There are only a few things you need to know about Global Warming, now revised to be the politically correct, and less intimidating "Climate Change". The following facts have been available before the evil e-mails were released:

1) IPCC is run by the United Nations, a political organization

2) IPCC scientists are heavily funded; it's their livelihood.

3) IPCC scientists findings must conform to the bottom line - global warming theory. That way they keep their funding and their jobs. The IPCC works like the Republican Party; you either agree 100% with the group, or you are out.

4) Scientists en masse rarely agree on anything, except, of course, Global Warming.

5) A third of the TV meteorologists who are paid a salary think the conclusions reached by the IPCC are BS.

http://news.discovery.com/earth/meteorologists-as-climate-change-deniers.html

6) The Mann hockey stick chart Gore used in his ladder lecture "An Inconvenient Truth" was disproved years ago by two Canadian scientists.

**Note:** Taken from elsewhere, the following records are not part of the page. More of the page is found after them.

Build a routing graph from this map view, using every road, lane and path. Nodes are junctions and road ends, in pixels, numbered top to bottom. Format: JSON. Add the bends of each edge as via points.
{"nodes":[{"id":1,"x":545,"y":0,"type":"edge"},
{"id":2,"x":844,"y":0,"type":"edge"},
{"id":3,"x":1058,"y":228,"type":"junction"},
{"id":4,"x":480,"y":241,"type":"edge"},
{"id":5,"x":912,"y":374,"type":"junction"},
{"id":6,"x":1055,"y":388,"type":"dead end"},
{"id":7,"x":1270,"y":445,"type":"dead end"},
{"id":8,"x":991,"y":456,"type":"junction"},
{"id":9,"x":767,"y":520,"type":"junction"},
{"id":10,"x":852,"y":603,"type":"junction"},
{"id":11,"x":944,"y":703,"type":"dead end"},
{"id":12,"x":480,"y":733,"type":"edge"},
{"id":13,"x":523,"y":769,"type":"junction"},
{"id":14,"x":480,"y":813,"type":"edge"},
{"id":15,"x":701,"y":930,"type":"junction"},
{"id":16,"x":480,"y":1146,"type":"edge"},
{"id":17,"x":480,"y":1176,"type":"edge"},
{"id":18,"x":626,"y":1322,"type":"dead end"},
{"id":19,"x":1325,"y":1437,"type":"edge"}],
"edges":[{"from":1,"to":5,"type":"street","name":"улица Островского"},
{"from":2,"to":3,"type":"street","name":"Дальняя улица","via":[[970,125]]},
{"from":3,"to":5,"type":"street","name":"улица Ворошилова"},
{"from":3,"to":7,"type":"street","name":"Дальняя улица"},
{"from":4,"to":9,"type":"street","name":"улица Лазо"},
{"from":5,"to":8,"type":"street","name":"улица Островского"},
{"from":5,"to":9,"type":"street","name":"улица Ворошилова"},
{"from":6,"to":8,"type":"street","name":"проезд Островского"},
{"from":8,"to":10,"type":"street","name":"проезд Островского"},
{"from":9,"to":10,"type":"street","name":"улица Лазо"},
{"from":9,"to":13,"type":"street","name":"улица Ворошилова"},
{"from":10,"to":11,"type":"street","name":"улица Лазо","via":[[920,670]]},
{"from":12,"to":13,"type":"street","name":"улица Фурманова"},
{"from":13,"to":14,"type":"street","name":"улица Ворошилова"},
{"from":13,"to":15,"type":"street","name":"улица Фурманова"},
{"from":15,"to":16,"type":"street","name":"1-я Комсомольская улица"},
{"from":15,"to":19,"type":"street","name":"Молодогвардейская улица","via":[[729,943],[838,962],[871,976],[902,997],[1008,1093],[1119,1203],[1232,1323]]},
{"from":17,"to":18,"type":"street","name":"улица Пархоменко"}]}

As it turns out the leader of GW, M. Mann, is one of the manipulators of facts to illustrate his point.

7) Follow the money: The Cap & Trade bonanza. This is how Al Gore went from two million in the bank to $100 million.

http://www.investors.com/NewsAndAnalysis/Article.aspx?id=475461

8) Nobody has formally debated this topic. It's all IPCC speak, or nothing. It is a media driven topic fueled periodically by the same people who need a justification to continue their funding so they can make a nice living. GW tipifies the inane Bill Mahr comeback that "all the scientists can't be wrong" so everyone has to agree.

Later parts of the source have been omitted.